Diare terjadi saat isi saluran cerna didorong melalui usus dengan cepat, dengan
sedikit waktu untuk absorbsi makanan yang dicerna, air dan elektrolit. Feses yang
dihasilkan menjadi encer biasanya hijau, dan berisi lemak yang tidak dicerna,
karbohidrat yang tidak dicerna, dan sejumlah protein yang tidak dicerna
kehilangan air dapat terjadi hingga sepuluh kali dari kecepatan normal kehilangan
air, ketidakseimbangan elektrolit dapat terjadi bersama kehilangan natrium,
klorida, bikarbonat dan kalium. Diare yang menyebabkan dehidrasi dapat
menyebabkan syok hipovolemik dan juga dapat mengancam jiwa pada bayi dan
anak yang masih kecil.6,10
Dehidrasi adalah kondisi ketidakseimbangan yang ditandai dengan
defisiensi cairan dan elektrolit.

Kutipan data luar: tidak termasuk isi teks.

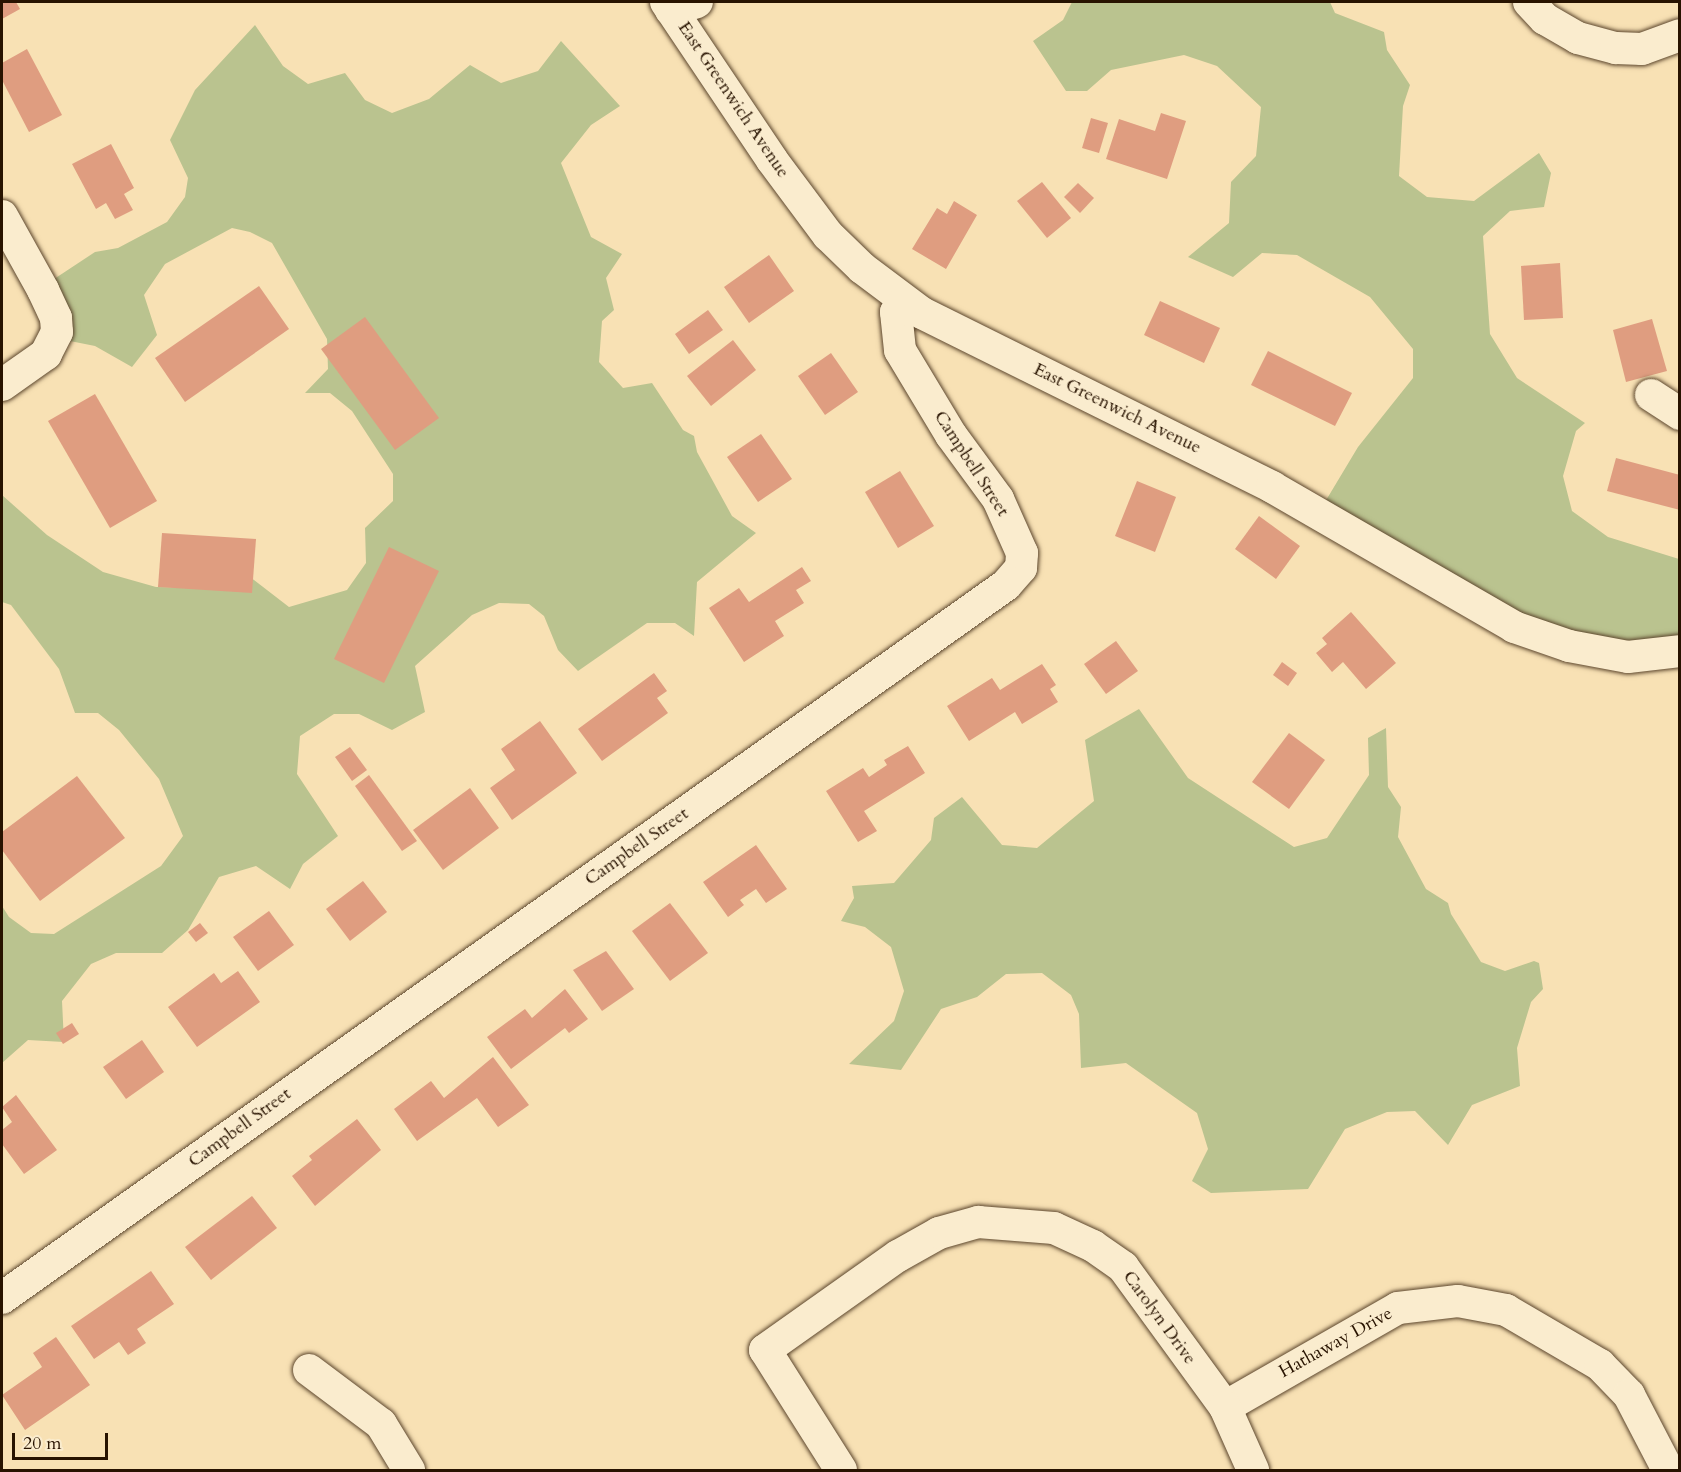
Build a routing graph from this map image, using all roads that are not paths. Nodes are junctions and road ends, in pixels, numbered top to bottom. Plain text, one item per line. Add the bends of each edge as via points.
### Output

Dehidrasi dapat disebabkan karena beberapa
faktor, misalnya kekurangan cairan dan kelebihan asupan zat terlarut (misalnya
protein dan klorida atau natrium). Kelebihan dari asupan zat terlarut dapat
menyebabkan ekskresi atau pengeluaran urine secara berlebih serta pengeluaran
keringat yang banyak dan juga dalam waktu yang lama. Menurut pedoman
MTBS, gejala yang sering muncul pada anak dehidrasi adalah mata cekung, malas
minum, cubit kulit perut kembali lambat. Menurut Sodikin, gejala ubun-ubun
cekung, tonus otot dan turgor kulit berkurang, mukosa bibir kering. Konsistensi
feses cair, berlendir, warna feses berubah menjadi kehijau-hijauan bercampur
empedu. Pada studi kasus pasien mengalami masalah muntah pada saat diare yang
dimana terdapat pada teori Sodikin. Muntah dianggap sebagai suatu cara
perlindungan alamiah dari tubuh terhadap zat yang merangsang.6
Menurut Wong, berat badan yang turun dan kulit yang pucat ialah gejala
yang muncul saat anak diare disertai dehidrasi. Diagnosa tersebut menunjukkan
13

adanya dehidrasi yang merupakan kehilangan cairan saja tanpa perubahan natrium
serta elektrolit. Pasien mengalami dehidrasi terlihat dari tanda-tanda dan catatan
input dan juga outputnya. Pasien mengalami dehidrasi dikarenakan usus bekerja
tidak sempurna sehingga sebagian besar air dan zat-zat yang terlarut di dalamnya
dibuang bersama tinja sampai akhirnya tubuh kekurangan cairan. Cairan dan juga
elektrolit merupakan komponen tubuh yang berperan dalam memelihara fungsi
tubuh dan homeostatis. Elektrolit sendiri adalah komponen yang berada baik
dalam cairan intrasel maupun ekstrasel. Ketidakseimbangan satu atau lebih
komponen elektrolit akan terjadi mekanisme pertahanan homeostatis.6,10
Dehidrasi sering dikategorikan sesuai kadar konsentrasi serum dari natrium
menjadi dehidrasi isonatremik (130-150mEq/L), hiponatremik (<139 mEq/L) atau
hipernatremik (>150 mEq/L). Dehidrasi isonatremik merupakan yang paling
sering terjadi (80%), sedangkan dehidrasi hipernatremik atau hiponatremik sekitar
5-10% dari kasus. Dehidrasi isotonis (isonatremik) terjadi ketika kehilangan
cairan hampir sama dengan konsentrasi natrium terhadap darah. Kehilangan
cairan dan natrium besarnya relatif sama dalam kompartemen intravascular
maupun ekstravaskular. Dehidrasi hipotonis (hiponatremik) terjadi apabila
kehilangan cairan dengan jumlah kandungan natrium lebih banyak dari jumlah
darah (kehilangan cairan hipertonis). Sedangkan dehidrasi hipertonis
(hipernatremik), terjadi ketika kehilangan cairan dengan kandungan natrium lebih
sedikit dari darah. Ditinjau dari segi banyaknya defisit cairan dan elektrolit yang
hilang, maka dehidrasi dapat dibagi atas:6,10
1. Dehidrasi ringan (defisit 4%BB)
2. Dehidrasi sedang (defisit 8%BB)
3. Dehidrasi berat (defisit 12%BB)
14

Gambar 2.1 Derajat Dehidrasi


Penatalaksanaan terapi cairan meliputi dua bagian dasar yaitu;6,10
1. Resusitasi cairan; ditujukan untuk menggantikan kehilangan yang akut
cairan tubuh sehingga seringkali dapat menyebabkan syok. Terapi ini
ditujukan pula untuk ekspansi cepat cairan intravaskuler dan memperbaiki
perfusi jaringan.
2. Terapi rumatan; bertujuan untuk memelihara keseimbangan cairan tubuh
dan nutrisi yang diperlukan oleh tubuh.